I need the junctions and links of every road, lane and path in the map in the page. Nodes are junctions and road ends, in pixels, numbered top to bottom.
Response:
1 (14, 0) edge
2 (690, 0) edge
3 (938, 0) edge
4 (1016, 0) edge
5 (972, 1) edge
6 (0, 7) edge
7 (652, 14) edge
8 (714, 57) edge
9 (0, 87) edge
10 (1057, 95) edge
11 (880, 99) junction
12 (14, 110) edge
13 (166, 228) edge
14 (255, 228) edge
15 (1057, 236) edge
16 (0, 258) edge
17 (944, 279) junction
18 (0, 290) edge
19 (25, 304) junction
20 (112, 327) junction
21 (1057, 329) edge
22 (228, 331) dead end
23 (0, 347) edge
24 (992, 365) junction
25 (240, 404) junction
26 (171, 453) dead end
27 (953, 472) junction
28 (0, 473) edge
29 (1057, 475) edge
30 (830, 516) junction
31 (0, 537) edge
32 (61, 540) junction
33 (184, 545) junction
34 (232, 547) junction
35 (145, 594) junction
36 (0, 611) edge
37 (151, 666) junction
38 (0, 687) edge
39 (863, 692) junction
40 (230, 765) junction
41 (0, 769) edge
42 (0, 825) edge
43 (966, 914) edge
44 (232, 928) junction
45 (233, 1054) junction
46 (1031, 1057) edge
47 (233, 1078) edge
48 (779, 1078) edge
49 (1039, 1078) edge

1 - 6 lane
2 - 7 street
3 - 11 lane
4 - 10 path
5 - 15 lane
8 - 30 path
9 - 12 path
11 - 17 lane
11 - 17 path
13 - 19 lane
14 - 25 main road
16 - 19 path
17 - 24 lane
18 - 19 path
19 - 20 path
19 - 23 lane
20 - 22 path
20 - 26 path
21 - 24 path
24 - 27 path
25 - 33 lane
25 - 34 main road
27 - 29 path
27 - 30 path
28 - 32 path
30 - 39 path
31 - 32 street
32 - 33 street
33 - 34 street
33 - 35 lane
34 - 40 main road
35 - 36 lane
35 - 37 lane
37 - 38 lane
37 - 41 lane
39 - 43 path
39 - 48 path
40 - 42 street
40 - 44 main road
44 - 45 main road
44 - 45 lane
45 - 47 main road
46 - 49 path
++++++++++
■ The problem ■
What lines of the material above include "street"? Copy each one.

■ Solution below ■
2 - 7 street
31 - 32 street
32 - 33 street
33 - 34 street
40 - 42 street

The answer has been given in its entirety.